◆ Collected data:
------------------------------------------------------------------------
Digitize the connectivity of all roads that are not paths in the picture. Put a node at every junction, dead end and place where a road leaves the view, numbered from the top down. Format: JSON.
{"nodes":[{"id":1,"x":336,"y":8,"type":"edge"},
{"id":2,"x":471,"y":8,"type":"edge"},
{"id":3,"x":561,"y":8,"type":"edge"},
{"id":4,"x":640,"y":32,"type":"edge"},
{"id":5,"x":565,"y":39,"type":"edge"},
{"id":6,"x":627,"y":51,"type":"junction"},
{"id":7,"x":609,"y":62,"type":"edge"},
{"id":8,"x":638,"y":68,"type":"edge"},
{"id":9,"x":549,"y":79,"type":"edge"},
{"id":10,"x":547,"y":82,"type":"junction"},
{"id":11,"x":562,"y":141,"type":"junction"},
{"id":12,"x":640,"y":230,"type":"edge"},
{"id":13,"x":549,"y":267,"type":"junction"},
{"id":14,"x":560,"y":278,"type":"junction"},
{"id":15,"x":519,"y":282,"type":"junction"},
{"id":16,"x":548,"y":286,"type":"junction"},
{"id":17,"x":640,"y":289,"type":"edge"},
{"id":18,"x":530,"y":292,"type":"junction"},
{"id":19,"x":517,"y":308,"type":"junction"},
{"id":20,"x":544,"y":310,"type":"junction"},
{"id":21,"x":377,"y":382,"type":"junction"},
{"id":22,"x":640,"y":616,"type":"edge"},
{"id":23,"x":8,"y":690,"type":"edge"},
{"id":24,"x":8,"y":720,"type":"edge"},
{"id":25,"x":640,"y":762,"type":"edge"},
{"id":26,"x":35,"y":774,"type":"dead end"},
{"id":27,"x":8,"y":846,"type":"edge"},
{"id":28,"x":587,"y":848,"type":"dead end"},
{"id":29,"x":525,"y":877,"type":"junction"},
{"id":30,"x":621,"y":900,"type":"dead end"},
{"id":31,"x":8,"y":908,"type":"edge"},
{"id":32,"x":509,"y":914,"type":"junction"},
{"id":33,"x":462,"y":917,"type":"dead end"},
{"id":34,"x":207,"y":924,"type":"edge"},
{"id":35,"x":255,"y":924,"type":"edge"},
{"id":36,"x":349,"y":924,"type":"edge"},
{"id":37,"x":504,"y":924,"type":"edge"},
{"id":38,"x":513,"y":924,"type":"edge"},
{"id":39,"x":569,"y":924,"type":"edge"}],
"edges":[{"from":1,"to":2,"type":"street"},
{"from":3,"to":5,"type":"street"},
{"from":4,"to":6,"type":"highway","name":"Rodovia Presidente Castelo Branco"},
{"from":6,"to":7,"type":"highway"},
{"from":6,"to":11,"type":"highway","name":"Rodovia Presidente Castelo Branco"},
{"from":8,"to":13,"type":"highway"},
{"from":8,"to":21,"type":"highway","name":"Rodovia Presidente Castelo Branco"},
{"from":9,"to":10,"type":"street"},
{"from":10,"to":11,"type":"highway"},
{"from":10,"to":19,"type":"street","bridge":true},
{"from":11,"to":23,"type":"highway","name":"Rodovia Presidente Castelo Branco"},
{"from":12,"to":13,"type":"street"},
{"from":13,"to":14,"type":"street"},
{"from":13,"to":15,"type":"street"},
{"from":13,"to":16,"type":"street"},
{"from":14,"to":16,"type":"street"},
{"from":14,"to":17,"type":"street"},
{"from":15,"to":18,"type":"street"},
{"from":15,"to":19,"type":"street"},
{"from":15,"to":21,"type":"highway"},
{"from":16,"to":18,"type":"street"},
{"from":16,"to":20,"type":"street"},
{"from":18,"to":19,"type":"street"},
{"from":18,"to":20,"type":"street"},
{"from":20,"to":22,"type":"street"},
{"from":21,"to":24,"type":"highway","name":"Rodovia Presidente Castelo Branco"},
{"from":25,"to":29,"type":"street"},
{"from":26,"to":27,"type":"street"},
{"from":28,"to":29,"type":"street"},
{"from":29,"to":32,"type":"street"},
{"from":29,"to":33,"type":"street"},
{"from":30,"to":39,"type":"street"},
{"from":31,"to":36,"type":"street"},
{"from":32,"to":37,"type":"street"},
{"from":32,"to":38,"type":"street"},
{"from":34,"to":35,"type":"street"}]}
------------------------------------------------------------------------
Print every line of the records exactly. Omit nothing.

◆ Completed exercise:
Digitize the connectivity of all roads that are not paths in the picture. Put a node at every junction, dead end and place where a road leaves the view, numbered from the top down. Format: JSON.
{"nodes":[{"id":1,"x":336,"y":8,"type":"edge"},
{"id":2,"x":471,"y":8,"type":"edge"},
{"id":3,"x":561,"y":8,"type":"edge"},
{"id":4,"x":640,"y":32,"type":"edge"},
{"id":5,"x":565,"y":39,"type":"edge"},
{"id":6,"x":627,"y":51,"type":"junction"},
{"id":7,"x":609,"y":62,"type":"edge"},
{"id":8,"x":638,"y":68,"type":"edge"},
{"id":9,"x":549,"y":79,"type":"edge"},
{"id":10,"x":547,"y":82,"type":"junction"},
{"id":11,"x":562,"y":141,"type":"junction"},
{"id":12,"x":640,"y":230,"type":"edge"},
{"id":13,"x":549,"y":267,"type":"junction"},
{"id":14,"x":560,"y":278,"type":"junction"},
{"id":15,"x":519,"y":282,"type":"junction"},
{"id":16,"x":548,"y":286,"type":"junction"},
{"id":17,"x":640,"y":289,"type":"edge"},
{"id":18,"x":530,"y":292,"type":"junction"},
{"id":19,"x":517,"y":308,"type":"junction"},
{"id":20,"x":544,"y":310,"type":"junction"},
{"id":21,"x":377,"y":382,"type":"junction"},
{"id":22,"x":640,"y":616,"type":"edge"},
{"id":23,"x":8,"y":690,"type":"edge"},
{"id":24,"x":8,"y":720,"type":"edge"},
{"id":25,"x":640,"y":762,"type":"edge"},
{"id":26,"x":35,"y":774,"type":"dead end"},
{"id":27,"x":8,"y":846,"type":"edge"},
{"id":28,"x":587,"y":848,"type":"dead end"},
{"id":29,"x":525,"y":877,"type":"junction"},
{"id":30,"x":621,"y":900,"type":"dead end"},
{"id":31,"x":8,"y":908,"type":"edge"},
{"id":32,"x":509,"y":914,"type":"junction"},
{"id":33,"x":462,"y":917,"type":"dead end"},
{"id":34,"x":207,"y":924,"type":"edge"},
{"id":35,"x":255,"y":924,"type":"edge"},
{"id":36,"x":349,"y":924,"type":"edge"},
{"id":37,"x":504,"y":924,"type":"edge"},
{"id":38,"x":513,"y":924,"type":"edge"},
{"id":39,"x":569,"y":924,"type":"edge"}],
"edges":[{"from":1,"to":2,"type":"street"},
{"from":3,"to":5,"type":"street"},
{"from":4,"to":6,"type":"highway","name":"Rodovia Presidente Castelo Branco"},
{"from":6,"to":7,"type":"highway"},
{"from":6,"to":11,"type":"highway","name":"Rodovia Presidente Castelo Branco"},
{"from":8,"to":13,"type":"highway"},
{"from":8,"to":21,"type":"highway","name":"Rodovia Presidente Castelo Branco"},
{"from":9,"to":10,"type":"street"},
{"from":10,"to":11,"type":"highway"},
{"from":10,"to":19,"type":"street","bridge":true},
{"from":11,"to":23,"type":"highway","name":"Rodovia Presidente Castelo Branco"},
{"from":12,"to":13,"type":"street"},
{"from":13,"to":14,"type":"street"},
{"from":13,"to":15,"type":"street"},
{"from":13,"to":16,"type":"street"},
{"from":14,"to":16,"type":"street"},
{"from":14,"to":17,"type":"street"},
{"from":15,"to":18,"type":"street"},
{"from":15,"to":19,"type":"street"},
{"from":15,"to":21,"type":"highway"},
{"from":16,"to":18,"type":"street"},
{"from":16,"to":20,"type":"street"},
{"from":18,"to":19,"type":"street"},
{"from":18,"to":20,"type":"street"},
{"from":20,"to":22,"type":"street"},
{"from":21,"to":24,"type":"highway","name":"Rodovia Presidente Castelo Branco"},
{"from":25,"to":29,"type":"street"},
{"from":26,"to":27,"type":"street"},
{"from":28,"to":29,"type":"street"},
{"from":29,"to":32,"type":"street"},
{"from":29,"to":33,"type":"street"},
{"from":30,"to":39,"type":"street"},
{"from":31,"to":36,"type":"street"},
{"from":32,"to":37,"type":"street"},
{"from":32,"to":38,"type":"street"},
{"from":34,"to":35,"type":"street"}]}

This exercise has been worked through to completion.